Breaking down the cyberattack lifecycle: Reconnaissance

Nicholas Koken
May 9, 2024

When one thinks of a cyberattack, it’s easy to jump straight to the conclusion: headlines as another organization gets popped out of nowhere and faces millions in ransom payments. In reality, today’s sophisticated attackers are hardly impulsive. Months of work go into a successful cyberattack, even in those against small-to-medium businesses.

In this blog series, we’re tackling each aspect of the cyberattack lifecycle to give you insights into how to best defend your organization. Let’s start with the primary, and arguably most important stage of any cyberattack: reconnaissance.

Reconnaissance: the basics

Picture your typical heist movie, as the team of burglars stands around blueprints and a montage rolls, showing the multiple steps they need to sneak in, get to the vault, and score. It all begins with “casing the joint,” learning guard patterns, obtaining floorplans, finding weaknesses, etc.

It’s no different in the world of cybercrime, albeit somewhat less filmable. Just like their physical counterparts, sophisticated cybercriminals identify targets and painstakingly learn about their mark to find the best ways to exploit them.

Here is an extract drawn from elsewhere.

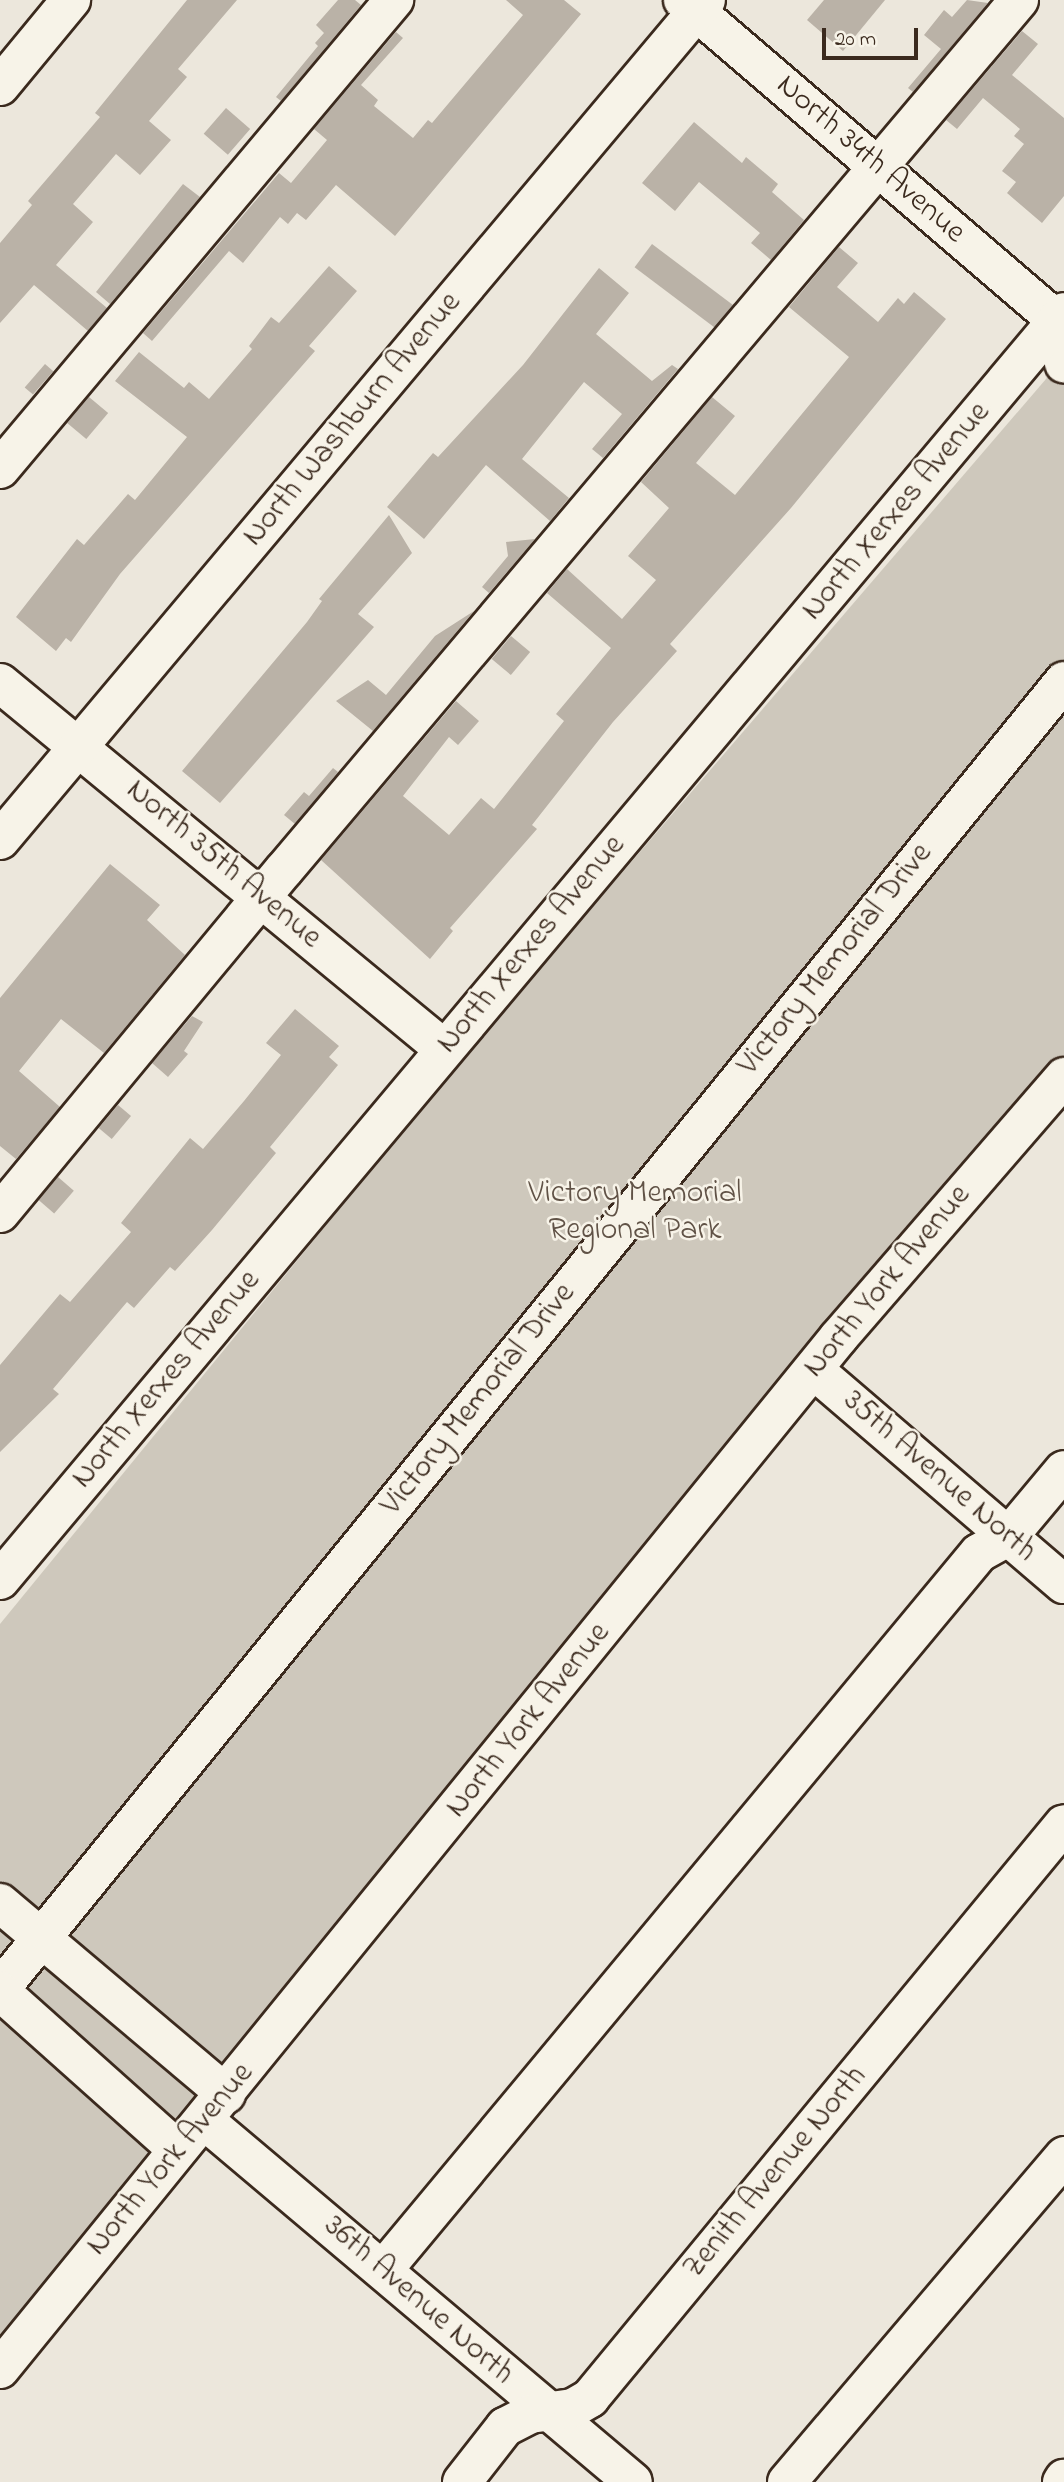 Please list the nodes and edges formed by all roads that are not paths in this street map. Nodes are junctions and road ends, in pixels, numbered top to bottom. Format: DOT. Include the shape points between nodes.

Some threat actor groups even specialize in reconnaissance, gathering intelligence and selling it to other groups, who then use this information to attempt initial access and establish a foothold in victim networks.

What are they looking for?

  • Your valuables: Although the intended outcome of a cyberattack can vary (financial, ideological, nation-state, etc.), cybercriminals generally always target the same end goals:
    • Financial information
    • Personally Identifiable Information (PII)
    • Customer data
    • Intellectual property
  • Your environment layout: In order to successfully make off with the valuables, cybercriminals need to know what they’re up against. Evaluating your network, what systems and infrastructure are in play, and the individuals involved, helps attackers paint a bigger picture and identify what to exploit.
  • Your weak spots: Even the strongest suits of armor have vulnerabilities, and your network is no different. Whether it’s an unpatched system, a negligent employee, or some other opening, attackers will find a way to get in.

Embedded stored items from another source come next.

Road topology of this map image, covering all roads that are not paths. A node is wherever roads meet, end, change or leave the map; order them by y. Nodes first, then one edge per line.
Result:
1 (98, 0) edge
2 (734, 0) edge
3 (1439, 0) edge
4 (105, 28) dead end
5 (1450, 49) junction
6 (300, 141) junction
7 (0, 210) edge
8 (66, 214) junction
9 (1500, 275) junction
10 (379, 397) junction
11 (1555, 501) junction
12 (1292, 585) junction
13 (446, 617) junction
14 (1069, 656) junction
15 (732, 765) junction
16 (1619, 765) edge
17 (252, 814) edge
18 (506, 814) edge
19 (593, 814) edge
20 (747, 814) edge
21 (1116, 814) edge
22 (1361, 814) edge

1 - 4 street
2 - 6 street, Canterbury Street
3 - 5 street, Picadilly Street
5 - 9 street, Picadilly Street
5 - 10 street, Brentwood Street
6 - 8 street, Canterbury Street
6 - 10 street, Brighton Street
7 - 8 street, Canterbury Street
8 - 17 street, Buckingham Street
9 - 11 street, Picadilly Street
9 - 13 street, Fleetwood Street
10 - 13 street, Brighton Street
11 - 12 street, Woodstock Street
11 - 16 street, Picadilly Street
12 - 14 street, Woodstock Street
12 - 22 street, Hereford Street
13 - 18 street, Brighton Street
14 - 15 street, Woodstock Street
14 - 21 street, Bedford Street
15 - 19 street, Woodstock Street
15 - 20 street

How do they find this information?

  • Open-source intelligence: You can learn a lot by perusing a company’s website, social media, and job postings, not to mention the social media accounts of employees. Recent funding announcements, new hires, and gaps in security personnel present potential opportunities as well.
  • Scanning and probing: Hackers use automated tools to scan your network for vulnerabilities and identify open ports or outdated software. These tools are becoming increasingly available on the dark web, so anyone could be sneaking around your network at any time.
  • Social engineering: Attackers go to great lengths to trick employees into giving away sensitive information or clicking on malicious links. Phishing emails and fake websites are common tactics used in social engineering.
  • Shared information: Cybercriminals share their findings on organizations just as blue teams do with threat actor groups. Whether it’s communicating over boards or selling information to the highest bidder, there may just be a little bit of “honor” among thieves after all.

Thankfully, there are ways you can help combat the efforts of cybercriminal reconnaissance.

What can you do about it?

If you have that prickle on the back of your neck feeling like your organization is being watched, don’t worry. Although there are never silver bullets in cybersecurity, there are steps you can take today to prevent cybercriminals from easily collecting information on your business.

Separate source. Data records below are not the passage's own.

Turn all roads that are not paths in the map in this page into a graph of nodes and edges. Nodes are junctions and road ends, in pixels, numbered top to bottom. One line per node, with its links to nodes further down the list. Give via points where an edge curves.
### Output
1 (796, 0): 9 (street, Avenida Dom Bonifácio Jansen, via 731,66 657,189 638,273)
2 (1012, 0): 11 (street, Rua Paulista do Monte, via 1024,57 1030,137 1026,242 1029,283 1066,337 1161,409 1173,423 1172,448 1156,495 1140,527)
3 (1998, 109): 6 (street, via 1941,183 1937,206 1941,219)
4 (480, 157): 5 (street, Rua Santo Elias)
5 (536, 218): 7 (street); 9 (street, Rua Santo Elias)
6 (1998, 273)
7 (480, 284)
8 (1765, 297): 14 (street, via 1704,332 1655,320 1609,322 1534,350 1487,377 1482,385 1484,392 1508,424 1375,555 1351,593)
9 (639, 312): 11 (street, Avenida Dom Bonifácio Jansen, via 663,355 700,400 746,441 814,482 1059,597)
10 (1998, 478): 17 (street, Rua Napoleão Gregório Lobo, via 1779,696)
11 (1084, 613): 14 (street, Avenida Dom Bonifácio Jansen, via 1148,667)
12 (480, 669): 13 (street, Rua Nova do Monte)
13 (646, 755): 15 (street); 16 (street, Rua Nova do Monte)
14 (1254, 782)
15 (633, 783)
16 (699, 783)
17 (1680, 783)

  • Patch your systems regularly: Outdated software is a hacker's best friend. Make sure all your devices and software are up-to-date with the latest security patches.
  • Educate your employees: Train your employees on cybersecurity best practices, including how to identify phishing attempts and avoid social engineering tactics, as well as to be mindful of the information they share about their workplace since it could be exploited for targeted social engineering attacks. Instruct your marketing/PR team that manages the company's social media platforms, such as X and LinkedIn, to be cautious about the information they post. Even if the content is not sensitive, it can still be leveraged for reconnaissance by malicious actors.
  • Harden your network: By implementing perimeter firewalls and restricting ports, protocols, and IP ranges, you can prevent the constant scanning and prodding that access to the open internet produces.
  • Create a software-defined perimeter: Using solutions like SASE, you can establish a virtual perimeter around your entire network—remote users and cloud apps and infrastructure included. In essence, your organization can operate invisibly from the prying eyes of attackers while still connecting securely to resources.
  • Segment your network: Isolate critical systems and data from the rest of your network to make it harder for attackers to move laterally once they gain access. By granting access to these segments by the principle of least privilege, you can also cut down on insider threats as well.
  • Monitor your network activity: Use a managed cloud SIEM to keep an eye out for suspicious activity across your entire IT ecosystem, such as unauthorized login attempts or unusual traffic patterns.
  • Minimize publicly accessible information: Cut down what unauthorized users and the general public can see when they poke around. Reduce verbose error messages, limit directory listings on web servers, and control the visibility of network and system details.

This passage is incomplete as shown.